→ TASK GOAL
Reproduce each record exactly. The pictures should be skipped.

# # # #

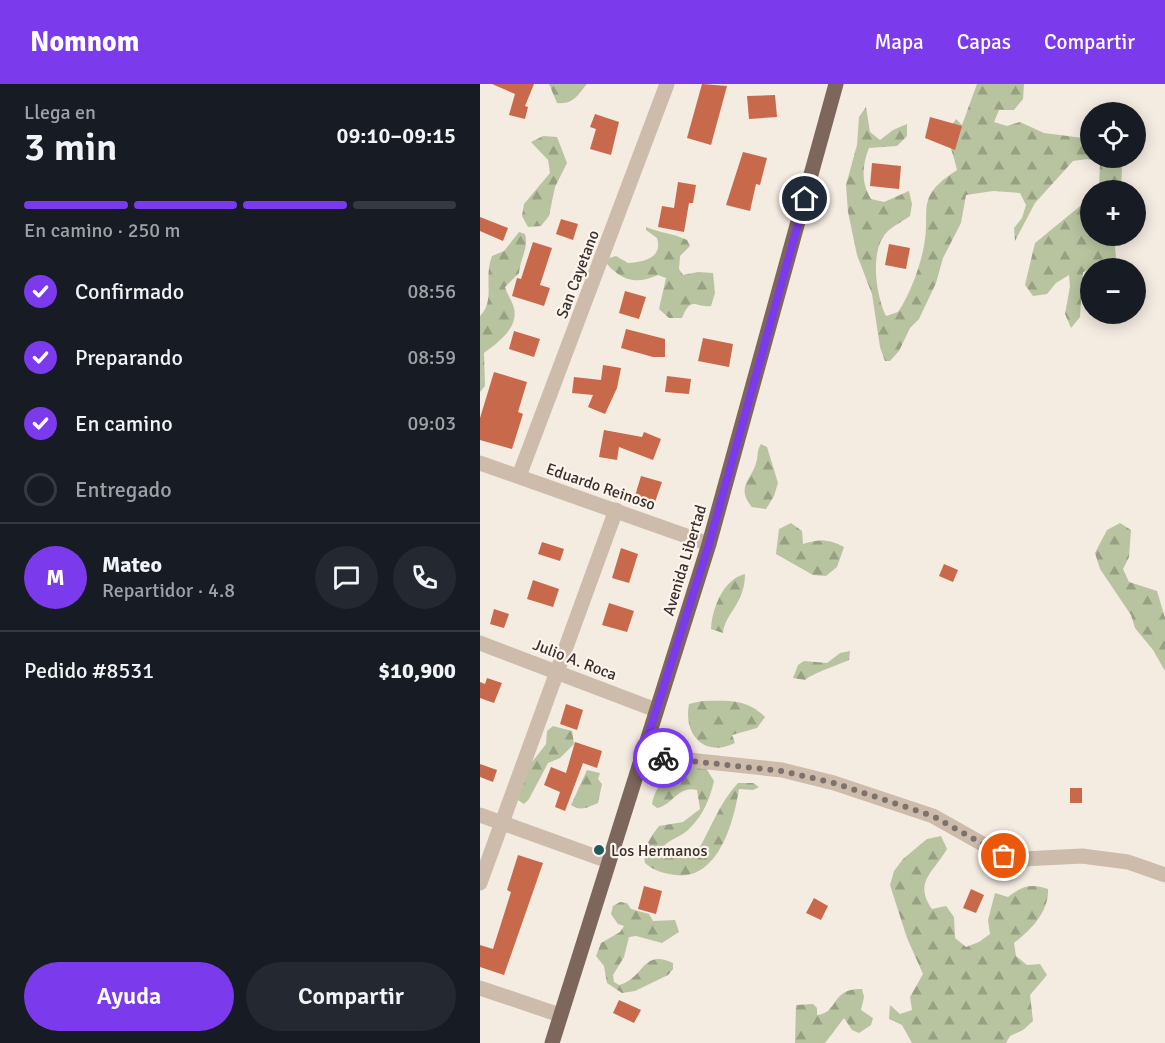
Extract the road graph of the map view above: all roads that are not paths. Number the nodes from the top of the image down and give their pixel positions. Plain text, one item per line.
1 (667, 84) edge
2 (836, 84) edge
3 (480, 463) edge
4 (519, 476) junction
5 (616, 510) junction
6 (709, 544) junction
7 (480, 643) edge
8 (555, 671) junction
9 (656, 710) junction
10 (642, 755) junction
11 (480, 815) edge
12 (501, 823) junction
13 (608, 861) junction
14 (1165, 875) edge
15 (480, 883) edge
16 (480, 988) edge
17 (560, 1015) junction
18 (552, 1043) edge

1 - 4 street, San Cayetano
2 - 6 main road, Avenida Libertad
3 - 4 street, Eduardo Reinoso
4 - 5 street, Eduardo Reinoso
5 - 6 street, Eduardo Reinoso
5 - 8 street
6 - 9 main road, Avenida Libertad
7 - 8 street, Julio A. Roca
8 - 9 street, Julio A. Roca
8 - 12 street
9 - 10 main road, Avenida Libertad
10 - 13 main road, Avenida Libertad
10 - 14 street
11 - 12 street
12 - 13 street
12 - 15 street
13 - 17 main road, Avenida Libertad
16 - 17 street
17 - 18 main road, Avenida Libertad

# # # #

→ RESULT OF THE EXERCISE
Extract the road graph of the map view above: all roads that are not paths. Number the nodes from the top of the image down and give their pixel positions. Plain text, one item per line.
1 (667, 84) edge
2 (836, 84) edge
3 (480, 463) edge
4 (519, 476) junction
5 (616, 510) junction
6 (709, 544) junction
7 (480, 643) edge
8 (555, 671) junction
9 (656, 710) junction
10 (642, 755) junction
11 (480, 815) edge
12 (501, 823) junction
13 (608, 861) junction
14 (1165, 875) edge
15 (480, 883) edge
16 (480, 988) edge
17 (560, 1015) junction
18 (552, 1043) edge

1 - 4 street, San Cayetano
2 - 6 main road, Avenida Libertad
3 - 4 street, Eduardo Reinoso
4 - 5 street, Eduardo Reinoso
5 - 6 street, Eduardo Reinoso
5 - 8 street
6 - 9 main road, Avenida Libertad
7 - 8 street, Julio A. Roca
8 - 9 street, Julio A. Roca
8 - 12 street
9 - 10 main road, Avenida Libertad
10 - 13 main road, Avenida Libertad
10 - 14 street
11 - 12 street
12 - 13 street
12 - 15 street
13 - 17 main road, Avenida Libertad
16 - 17 street
17 - 18 main road, Avenida Libertad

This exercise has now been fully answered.